Hahnemann wrote elequently on the subject of coffee. In his
Lesser Writings (also available as a separate pamphlet) is a
19-page essay, On the Effects of Coffee (Leipzig,
1803), in which he expounds at length on the assertion that
coffee needs to be regarded principally as a (palliative only)
self-medication for symptoms common to the core human
condition (read it! it's a great essay). Although he does not
say it in so many words at that time (note this was well
before his views on chronic disease were matured - The Chronic
Diseases was not published for another 25 years), it is not
difficult to extrapolate that coffee is often used as a
self-medicating palliative for many of the disturbing symptoms
of the nearly universal human condition of Psora.
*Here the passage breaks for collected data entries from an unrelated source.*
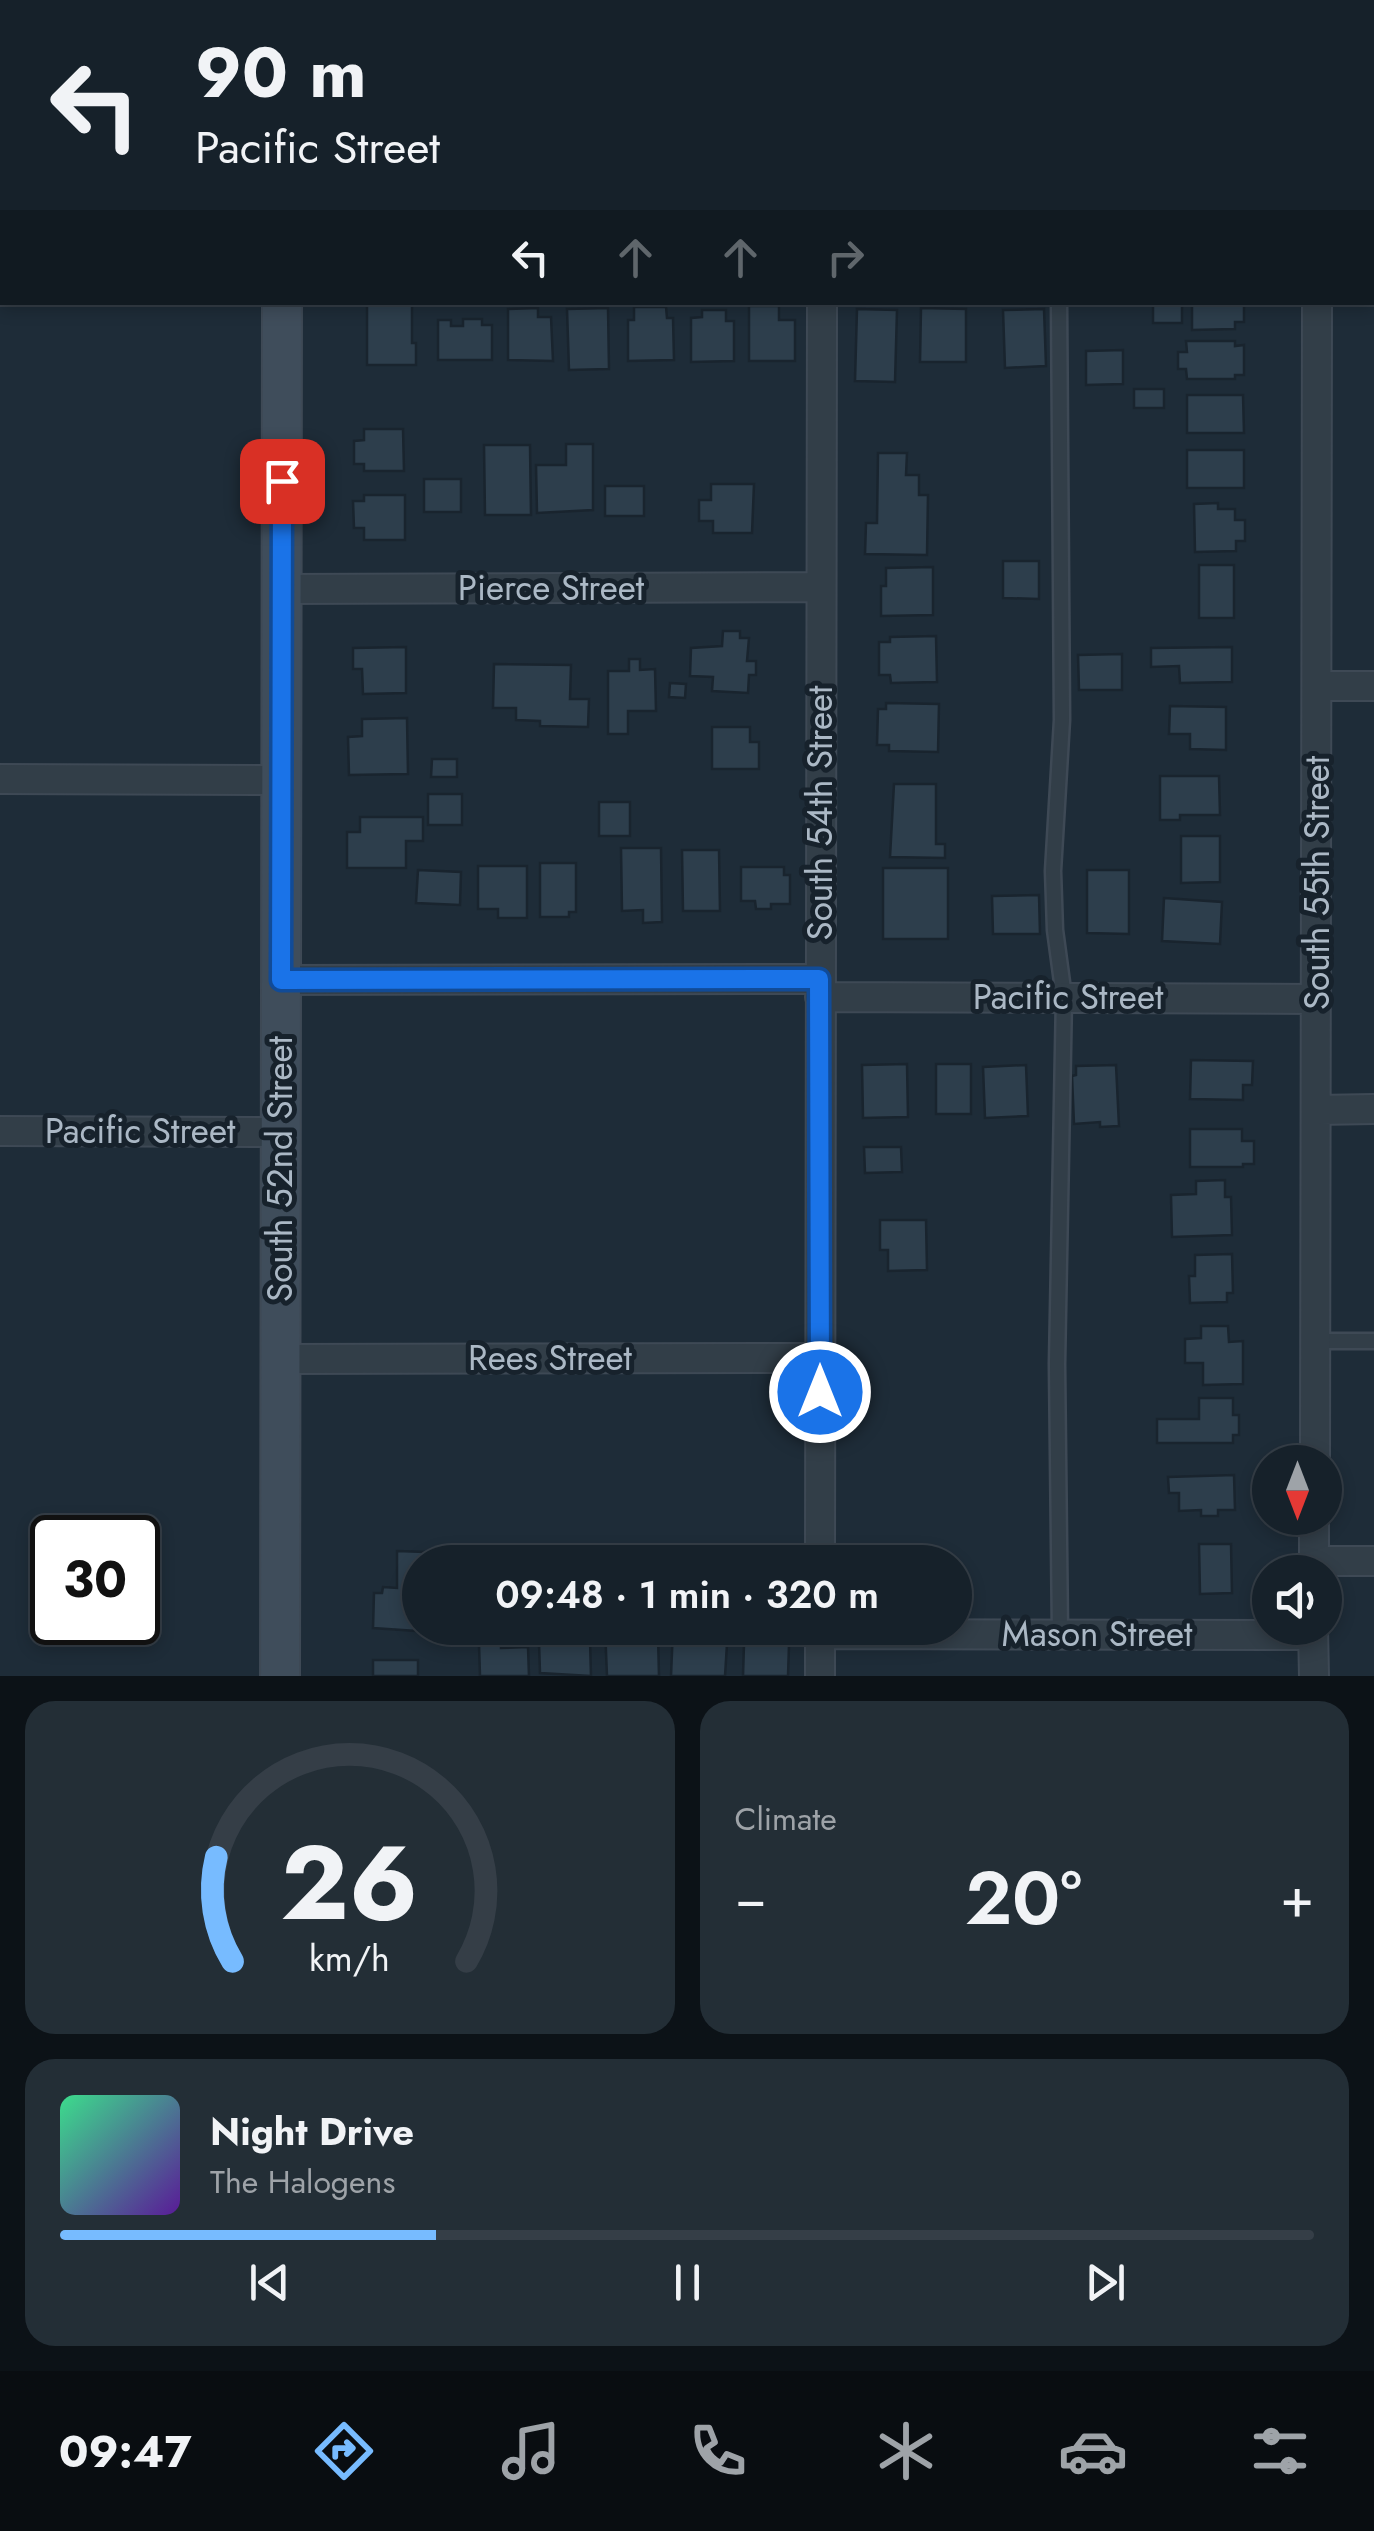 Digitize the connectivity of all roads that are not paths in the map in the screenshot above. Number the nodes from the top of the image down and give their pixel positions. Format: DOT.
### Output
graph roads {
  1 [pos="282,305"];
  2 [pos="822,305"];
  3 [pos="1059,305"];
  4 [pos="1317,305"];
  5 [pos="821,586"];
  6 [pos="282,588"];
  7 [pos="1318,686"];
  8 [pos="1374,686"];
  9 [pos="0,779"];
  10 [pos="282,780"];
  11 [pos="281,980"];
  12 [pos="819,988"];
  13 [pos="1064,996"];
  14 [pos="1316,1000"];
  15 [pos="1374,1109"];
  16 [pos="1317,1110"];
  17 [pos="0,1131"];
  18 [pos="280,1132"];
  19 [pos="1374,1341"];
  20 [pos="1316,1342"];
  21 [pos="820,1358"];
  22 [pos="280,1359"];
  23 [pos="1314,1445"];
  24 [pos="820,1545"];
  25 [pos="1374,1561"];
  26 [pos="1342,1564"];
  27 [pos="1252,1632"];
  28 [pos="972,1633"];
  29 [pos="1060,1634"];
  30 [pos="820,1645"];
  31 [pos="1314,1645"];
  32 [pos="280,1676"];
  33 [pos="820,1676"];
  34 [pos="1314,1676"];
  1 -- 6 [label="street, South 52nd Street"];
  2 -- 5 [label="street, South 54th Street"];
  3 -- 13 [label="lane"];
  4 -- 7 [label="street, South 55th Street"];
  5 -- 6 [label="street, Pierce Street"];
  5 -- 12 [label="street, South 54th Street"];
  6 -- 10 [label="street, South 52nd Street"];
  7 -- 8 [label="street"];
  7 -- 14 [label="street, South 55th Street"];
  9 -- 10 [label="street"];
  10 -- 11 [label="street, South 52nd Street"];
  11 -- 12 [label="street, Pacific Street"];
  11 -- 18 [label="street, South 52nd Street"];
  12 -- 13 [label="street, Pacific Street"];
  12 -- 21 [label="street, South 54th Street"];
  13 -- 14 [label="street, Pacific Street"];
  13 -- 29 [label="lane"];
  14 -- 16 [label="street, South 55th Street"];
  15 -- 16 [label="street"];
  16 -- 20 [label="street, South 55th Street"];
  17 -- 18 [label="street, Pacific Street"];
  18 -- 22 [label="street, South 52nd Street"];
  19 -- 20 [label="lane"];
  20 -- 23 [label="street, South 55th Street"];
  21 -- 22 [label="street, Rees Street"];
  21 -- 24 [label="street, South 54th Street"];
  22 -- 32 [label="street, South 52nd Street"];
  25 -- 26 [label="street"];
  27 -- 29 [label="street, Mason Street"];
  28 -- 29 [label="street, Mason Street"];
  30 -- 33 [label="street"];
  31 -- 34 [label="street"];
}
In Chronic
Diseases (1828) he describes this more directly.
This medicinal effect of coffee is not confined to its
ingredient caffeine, but is a property of the whole substance,
in the manner that our remedies act not as collections of
ingredients but as whole substances.
Note the numbers of people who continue to embrace coffee
as self-medication, who find it difficult to abandon its use,
even when they confine use to decaf. It is likely this effect
(the palliation of some of the disturbing symptoms of Psora)
which has brought coffee into such widespread use, which
permits Starbucks to charge such outrageous prices in airport
lobbies for the stuff, even without the caffeine. How many
other things do we consume in a "dose-related" way?
("4 cups/day", etc. - do we eat Kale that way?) I'd
suggest that coffee's palliative relationship to Psora confers
it a "partial similitude" to many antipsoric
remedies, which sets it up for possible interference with
their invitations to the vital force.
When Hahnemann began applying similia similibus as a
curative art, he was quite sensitive to the excesses of
polypharmacy in allopathic practice. He advocated a highly
restrictive diet (see the Organon and Chronic
Diseases) to minimize potentially interfering medicinal
influences. As his experience grew, he slacked off somewhat on
this intense restriction, perhaps with growing experience in
the specifics of antidotal influences (restricting vinegar
with Sepia, rather than universally, for example), and perhaps
also with astonishment that the "subtle" effects of
his tiny doses were not so subtle after all, and persisted
through minor medicinal interference in the diet. We even find
a reference to his giving a remedy in coffee at some
point. This does not mean that he abandoned the notion that
coffee might "antidote" - but rather than he
recognized that "antidoting" is a relative
phenomenon, that is in some circumstances more of an issue
than it is in others.
In practice, I find accidental "antidoting" to be
a rare, but certainly not a non-existent event. Even
intentional antidoting, e.g. to calm an excessive similar or
dissimilar aggravation, is often more difficult than I'd like
it to be.
I often suggest to folks who appear to be self-medicating
with coffee and who might be at greater risk of
"antidoting" (according to the factors listed above)
that they might ensure a more positive response if they
eliminate coffee from their diet. Similarly, folks receiving
Sepia are cautioned about excesses with vinegar, folks
receiving Lycopodium about excesses with mint, etc.
Although certainly not a universal or even common phenomenon,
I have certainly seen cases where indiscretion with these
items interfered prominently with treatment.